Appropriate response to mild concern

I’ve long been bothered by medicine’s Catch-22 that essentially forces us to make a preliminary self-diagnosis (the big choice to make an appointment with someone in the first place) before getting any amount of professional opinion. For example, I got a spot on my skin a while back, and I went to a dermatologist because it seemed like the responsible thing to do. He told me it was nothing, which had been my guess, and it still seems reasonable that I went (because if we could self-diagnose, then why would we need doctors?) but I still left feeling like a fool, wondering whether he was internally mocking me like a dumbass hypochondriac that House has to deal with on clinic duty.
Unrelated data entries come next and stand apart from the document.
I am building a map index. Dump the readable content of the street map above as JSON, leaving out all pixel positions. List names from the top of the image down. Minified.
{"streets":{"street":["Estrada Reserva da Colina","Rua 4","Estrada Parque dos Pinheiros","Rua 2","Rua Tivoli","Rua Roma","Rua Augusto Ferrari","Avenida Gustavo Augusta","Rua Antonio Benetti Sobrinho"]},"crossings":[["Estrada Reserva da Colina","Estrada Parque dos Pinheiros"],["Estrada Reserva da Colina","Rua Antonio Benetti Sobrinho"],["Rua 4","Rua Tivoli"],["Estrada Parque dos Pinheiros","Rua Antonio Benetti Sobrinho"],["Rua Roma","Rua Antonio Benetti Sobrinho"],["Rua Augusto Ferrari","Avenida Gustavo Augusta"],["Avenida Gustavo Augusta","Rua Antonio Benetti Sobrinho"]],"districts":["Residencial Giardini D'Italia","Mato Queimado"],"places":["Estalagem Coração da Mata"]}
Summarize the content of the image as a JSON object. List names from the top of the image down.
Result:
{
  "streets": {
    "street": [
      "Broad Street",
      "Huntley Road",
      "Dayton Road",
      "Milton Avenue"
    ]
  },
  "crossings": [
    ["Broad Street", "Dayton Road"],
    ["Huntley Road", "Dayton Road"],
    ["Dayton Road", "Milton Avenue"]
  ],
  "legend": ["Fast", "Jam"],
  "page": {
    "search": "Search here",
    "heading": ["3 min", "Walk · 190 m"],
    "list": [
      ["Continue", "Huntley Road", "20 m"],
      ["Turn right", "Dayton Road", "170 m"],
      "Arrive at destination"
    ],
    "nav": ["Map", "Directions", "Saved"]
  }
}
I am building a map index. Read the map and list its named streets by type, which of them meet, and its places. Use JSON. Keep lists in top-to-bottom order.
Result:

I’m also hesitant to post on a forum with people who have serious diagnosed issues, because I don’t want to trivialize anyone else’s problems by comparing them to mine. I’m here because I just watched Greg’s talk. His is an “impressively” rough story - it shames any whining I might do because I’ve never experienced anywhere near the depression he describes - but much of what he says about type 2 bipolar seems uncomfortably familiar. Like he says, though, it’s all stuff that is considered sort of normal for developers, so I don’t know what to think.

  • Hyperfocus - Who doesn’t have this? New projects are exciting. 4:00 am coding fueled by Dr Pepper is awesome. Being able to focus on really abstract ideas for many hours at a time is a programmer’s superpower. It’s hard to imagine that being symptomatic of some problem.

  • Prolonged “down” periods - We call that “burnout”, right? Doesn’t everyone? It’s so much worse if Java is involved, but ultimately it happens to most projects. The work gets boring, the bugtracker starts to looks futile, and if you really care about your work, that shitty feeling seeps into the rest of your life.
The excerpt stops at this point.